Sometimes - and he loathes himself for this - he pushes too far, presses too hard. Sometimes he wants things she doesn't know how to give, things like affection that have long been alien to her. She'll kiss him back happily if he kisses her first; and she can tell him how much she cares, stumbling over her words as she tries to make sense of emotion, and for her that's so much easier than reaching out a hand to bridge the gap between them. He knows in his times of clarity that touch is foreign to her and initiating it even more so. In the other times he gets frustrated, because he's the one to begin everything, and he can't help feeling that she must know by now that he'd never reject or rebuff her.

He's playing a waiting game. Waiting for her to believe that he's not like Gil Grissom or Hank Peddigrew or any of the other men who've hurt her in so many ways. Waiting for her to accept that "I love you" meant so many different things, all at once, and that he means them when he says it, and waiting for her to be able to say it back. Waiting for the day he feels her lips brush unexpectedly across his cheek, or the sudden warmth of her hands on his skin.

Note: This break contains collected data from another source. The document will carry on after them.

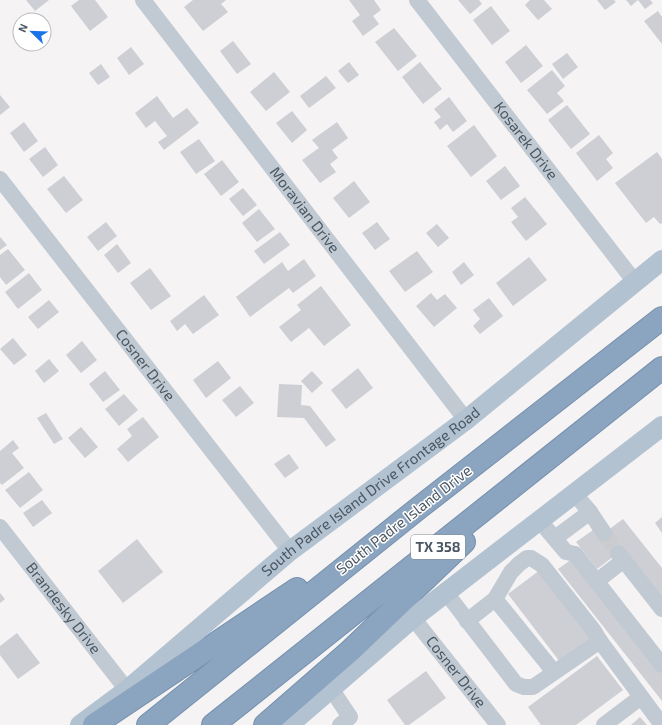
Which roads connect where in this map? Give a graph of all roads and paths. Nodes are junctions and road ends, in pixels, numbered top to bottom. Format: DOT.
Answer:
graph roads {
  1 [pos="143,0"];
  2 [pos="417,0"];
  3 [pos="0,179"];
  4 [pos="662,260"];
  5 [pos="635,282"];
  6 [pos="662,318"];
  7 [pos="662,368"];
  8 [pos="466,420"];
  9 [pos="662,426"];
  10 [pos="561,449"];
  11 [pos="574,493"];
  12 [pos="420,507"];
  13 [pos="590,512"];
  14 [pos="540,520"];
  15 [pos="0,527"];
  16 [pos="604,534"];
  17 [pos="555,538"];
  18 [pos="506,546"];
  19 [pos="290,551"];
  20 [pos="519,564"];
  21 [pos="597,581"];
  22 [pos="447,594"];
  23 [pos="495,599"];
  24 [pos="662,609"];
  25 [pos="413,618"];
  26 [pos="467,621"];
  27 [pos="600,641"];
  28 [pos="662,665"];
  29 [pos="554,672"];
  30 [pos="127,690"];
  31 [pos="332,690"];
  32 [pos="641,697"];
  33 [pos="80,725"];
  34 [pos="94,725"];
  35 [pos="148,725"];
  36 [pos="213,725"];
  37 [pos="264,725"];
  38 [pos="290,725"];
  39 [pos="340,725"];
  40 [pos="498,725"];
  41 [pos="604,725"];
  42 [pos="662,725"];
  1 -- 8 [label="street, Moravian Drive"];
  2 -- 5 [label="street, Kosarek Drive"];
  3 -- 19 [label="street, Cosner Drive"];
  4 -- 5 [label="main road, South Padre Island Drive Frontage Road"];
  5 -- 8 [label="main road, South Padre Island Drive Frontage Road"];
  6 -- 12 [label="highway, South Padre Island Drive / TX 358"];
  7 -- 10 [label="highway, TX 358"];
  8 -- 19 [label="main road, South Padre Island Drive Frontage Road"];
  9 -- 11 [label="main road"];
  10 -- 36 [label="highway, TX 358"];
  10 -- 37 [label="highway"];
  11 -- 13 [label="street"];
  11 -- 14 [label="main road"];
  12 -- 34 [label="highway"];
  12 -- 35 [label="highway, South Padre Island Drive / TX 358"];
  13 -- 16 [label="street"];
  13 -- 17 [label="street"];
  14 -- 17 [label="street"];
  14 -- 18 [label="main road"];
  15 -- 30 [label="street, Brandesky Drive"];
  17 -- 21 [label="street"];
  18 -- 20 [label="street"];
  18 -- 22 [label="main road"];
  19 -- 30 [label="main road, South Padre Island Drive Frontage Road"];
  20 -- 23 [label="street"];
  20 -- 27 [label="street"];
  21 -- 24 [label="street"];
  21 -- 28 [label="street"];
  22 -- 25 [label="main road"];
  22 -- 26 [label="street"];
  23 -- 26 [label="street"];
  23 -- 29 [label="street"];
  25 -- 31 [label="main road"];
  25 -- 40 [label="street, Cosner Drive"];
  26 -- 29 [label="street"];
  27 -- 29 [label="street"];
  27 -- 32 [label="street"];
  30 -- 33 [label="main road, South Padre Island Drive Frontage Road"];
  31 -- 38 [label="main road"];
  31 -- 39 [label="street"];
  32 -- 41 [label="street"];
  32 -- 42 [label="street"];
}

He's just waiting, most of the time, frustrated or patient or sometimes both. Only occasionally does he wonder why, and then the answers are always right at hand. He waits because she has a smile like no other he's seen before, and eyes that express more than a novel. She knows far too much about so many things, yet she's wonderfully naive about some things he takes for granted. She's tough, but she's also so sensitive and vulnerable he wonders how she copes. He waits because he has hope, inspired by honestly spoken words, by the way she lets him brush her hair, by the fact that, increasingly often, she'll go to bed with him and stay there, her body pressed close against his, until it's time for work again.

He waits, because loving Sara is both the hardest and the easiest thing he's ever done, and he can't do anything else.